** TASK BRIEF **
How many lines of the material below contain the string "main"? Answer with the number and nothing else.
*****
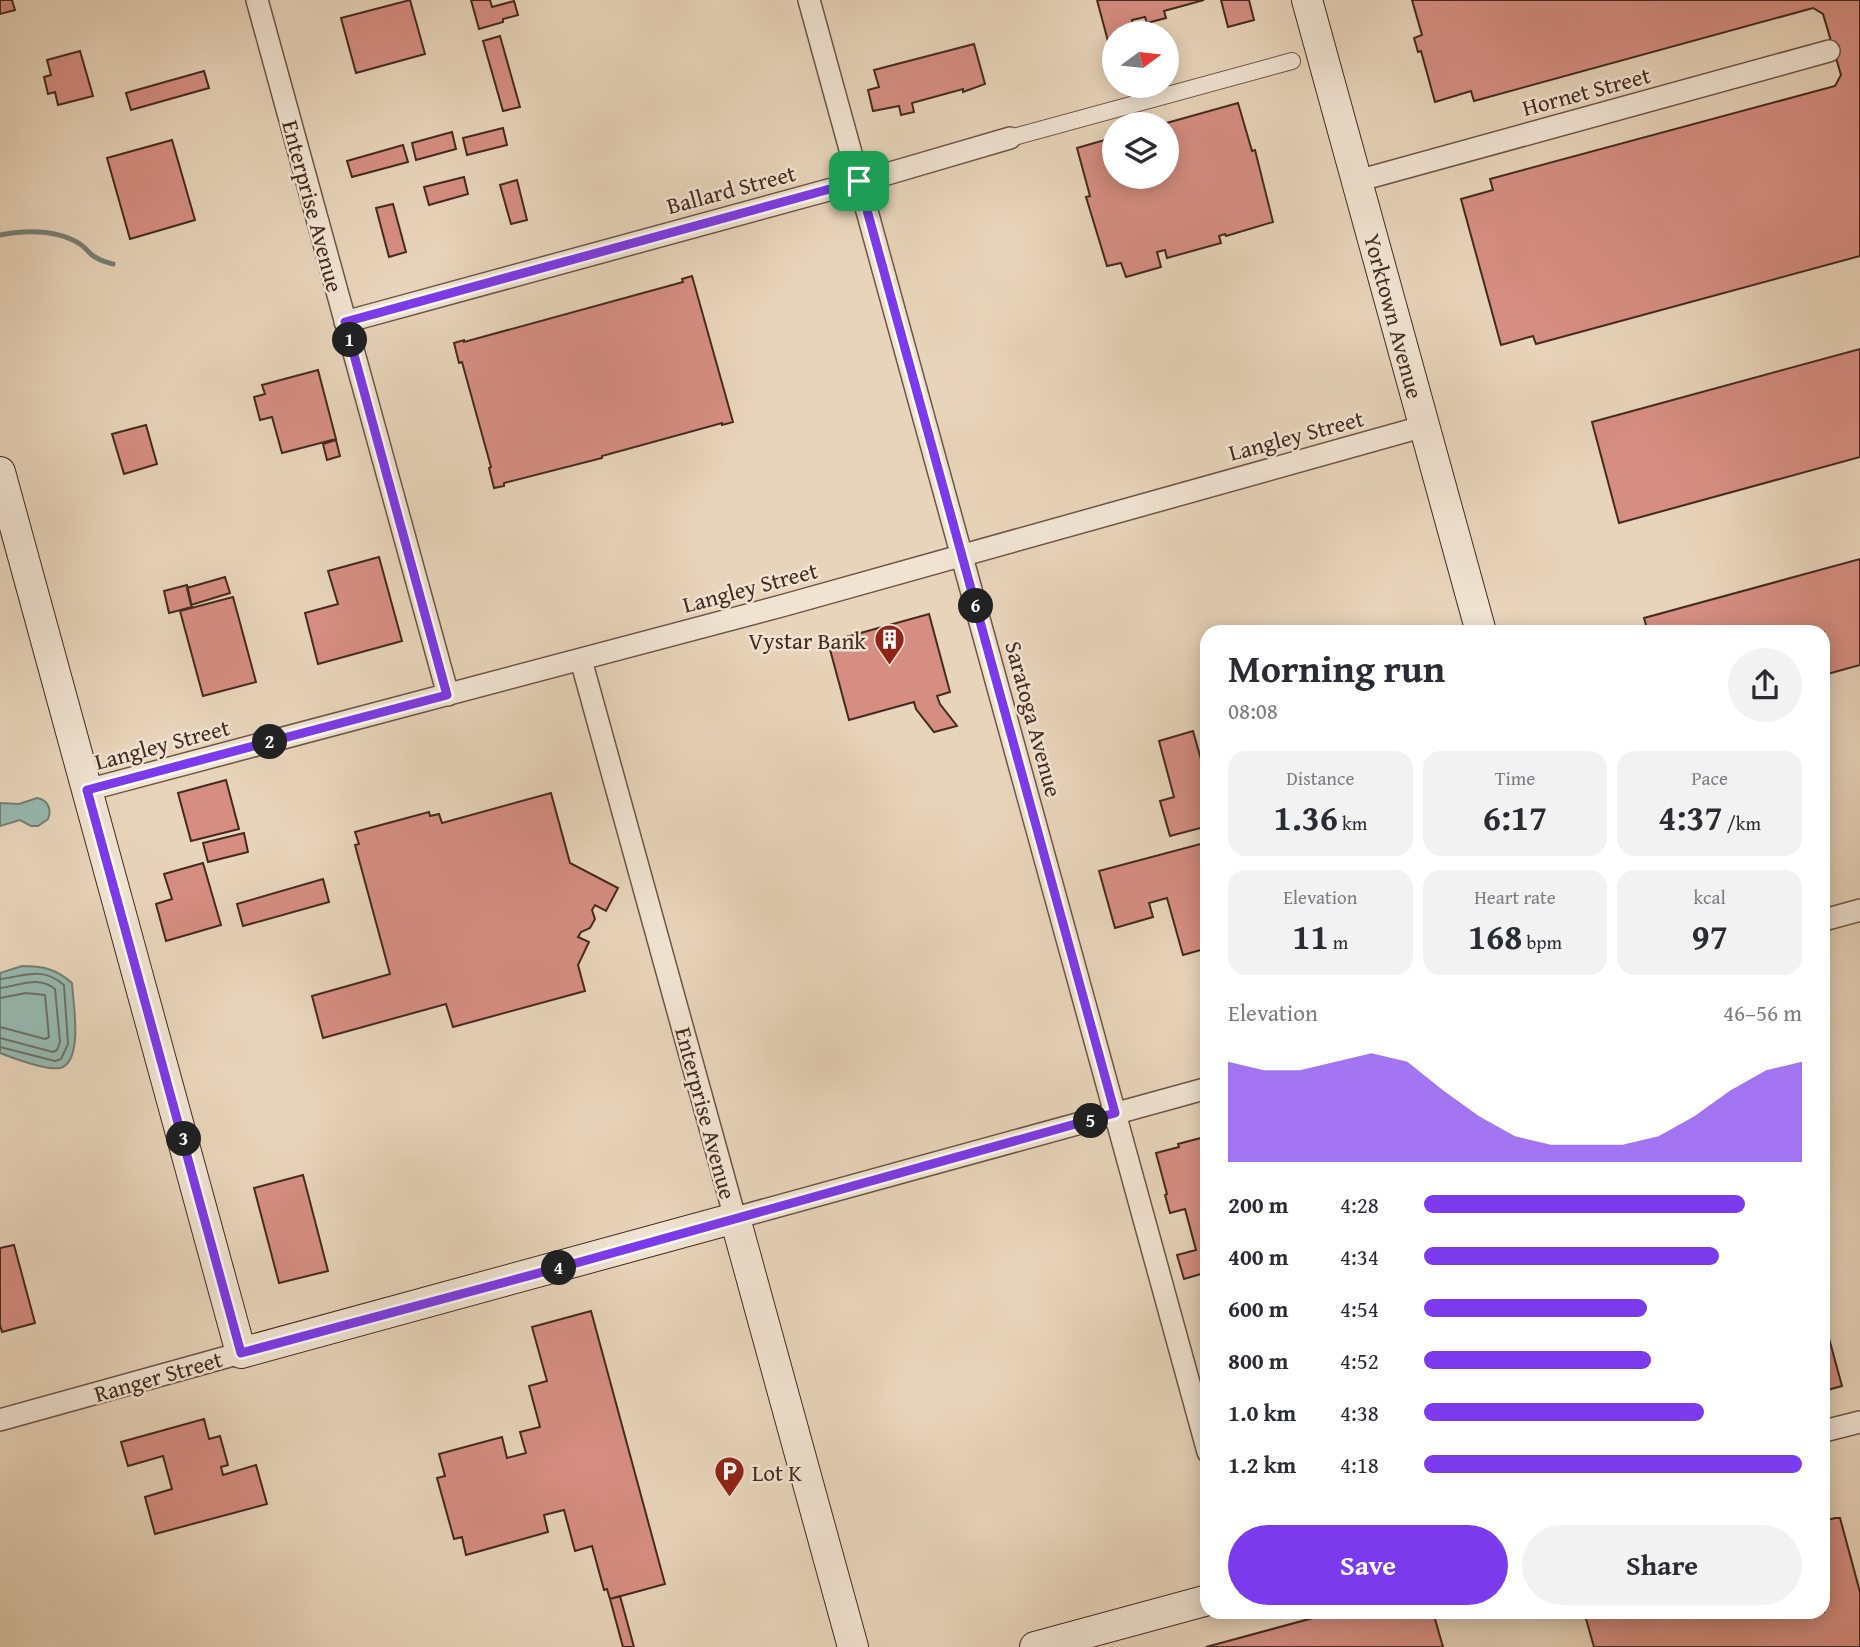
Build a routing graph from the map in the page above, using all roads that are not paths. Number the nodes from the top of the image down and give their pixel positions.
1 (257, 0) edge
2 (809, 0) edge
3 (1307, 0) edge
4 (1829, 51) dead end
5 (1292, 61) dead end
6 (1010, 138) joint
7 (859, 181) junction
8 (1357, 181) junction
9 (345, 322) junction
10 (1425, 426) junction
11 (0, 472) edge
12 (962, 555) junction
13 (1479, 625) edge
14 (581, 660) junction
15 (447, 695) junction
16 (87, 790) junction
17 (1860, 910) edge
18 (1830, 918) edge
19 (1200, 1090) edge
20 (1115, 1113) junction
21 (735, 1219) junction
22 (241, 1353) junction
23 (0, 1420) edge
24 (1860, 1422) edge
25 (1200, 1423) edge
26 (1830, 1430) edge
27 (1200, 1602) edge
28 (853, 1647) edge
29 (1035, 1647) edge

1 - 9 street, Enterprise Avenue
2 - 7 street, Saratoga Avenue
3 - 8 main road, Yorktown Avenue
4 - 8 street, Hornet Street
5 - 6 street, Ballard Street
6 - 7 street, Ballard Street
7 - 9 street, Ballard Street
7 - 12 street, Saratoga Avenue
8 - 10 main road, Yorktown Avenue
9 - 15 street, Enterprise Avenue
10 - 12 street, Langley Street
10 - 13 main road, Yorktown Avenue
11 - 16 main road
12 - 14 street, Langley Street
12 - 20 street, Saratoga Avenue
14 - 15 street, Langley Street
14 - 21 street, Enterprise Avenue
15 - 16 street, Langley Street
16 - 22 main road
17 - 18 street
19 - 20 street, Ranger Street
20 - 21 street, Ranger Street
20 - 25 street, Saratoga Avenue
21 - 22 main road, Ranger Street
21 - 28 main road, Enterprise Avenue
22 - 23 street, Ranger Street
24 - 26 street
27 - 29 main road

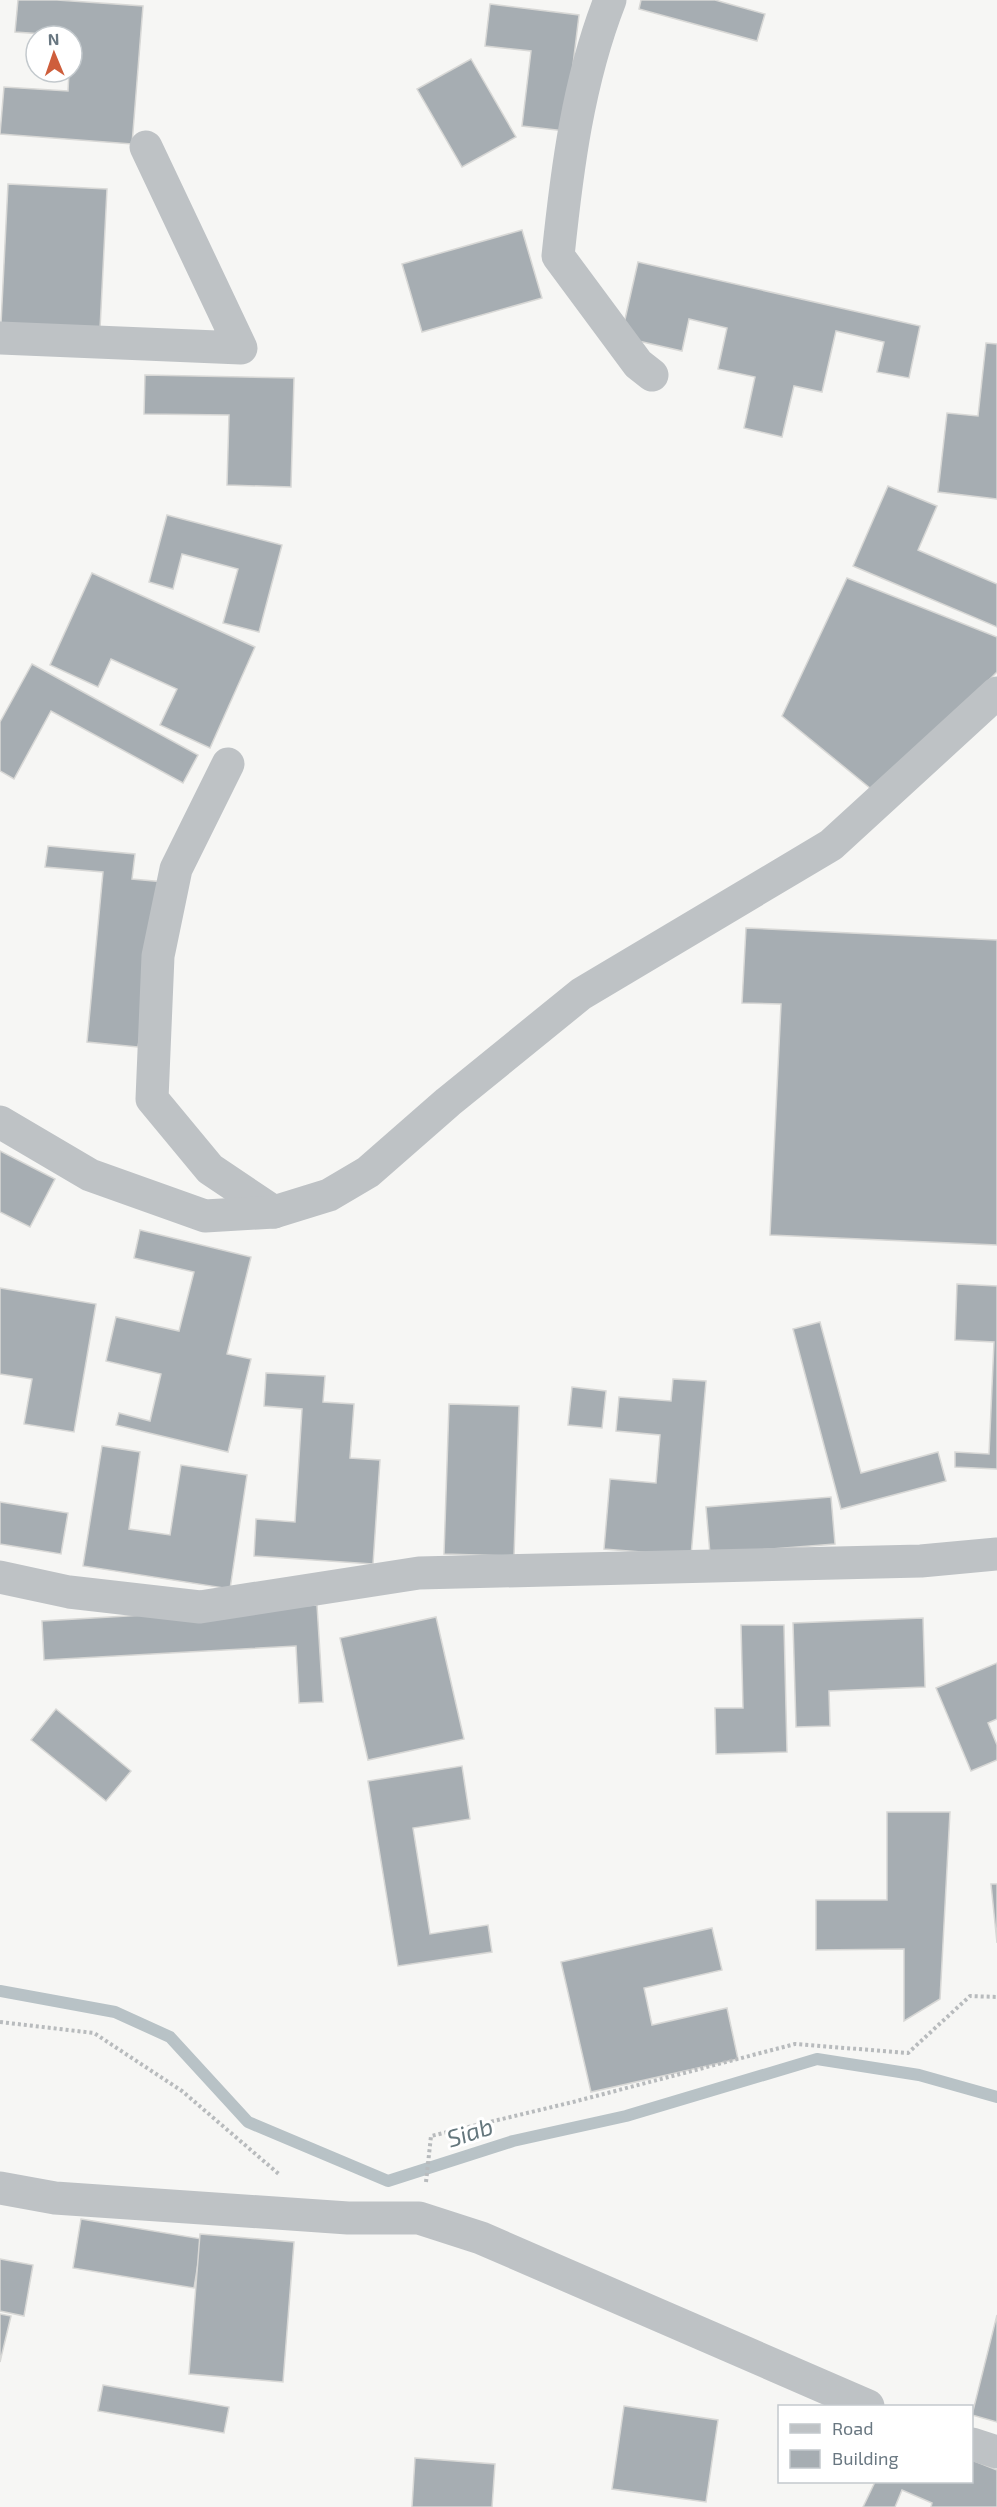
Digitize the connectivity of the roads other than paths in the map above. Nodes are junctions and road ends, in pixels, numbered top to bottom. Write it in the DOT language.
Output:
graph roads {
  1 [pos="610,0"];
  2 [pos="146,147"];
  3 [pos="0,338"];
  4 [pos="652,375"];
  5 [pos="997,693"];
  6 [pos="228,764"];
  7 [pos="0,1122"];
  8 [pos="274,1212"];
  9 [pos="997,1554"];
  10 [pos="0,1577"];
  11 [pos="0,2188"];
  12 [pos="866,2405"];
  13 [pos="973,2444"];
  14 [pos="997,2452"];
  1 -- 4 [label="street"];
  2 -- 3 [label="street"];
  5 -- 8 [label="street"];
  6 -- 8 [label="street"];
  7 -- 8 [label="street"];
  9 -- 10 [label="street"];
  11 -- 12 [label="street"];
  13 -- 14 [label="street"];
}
*****
** EXERCISE RESPONSE **
8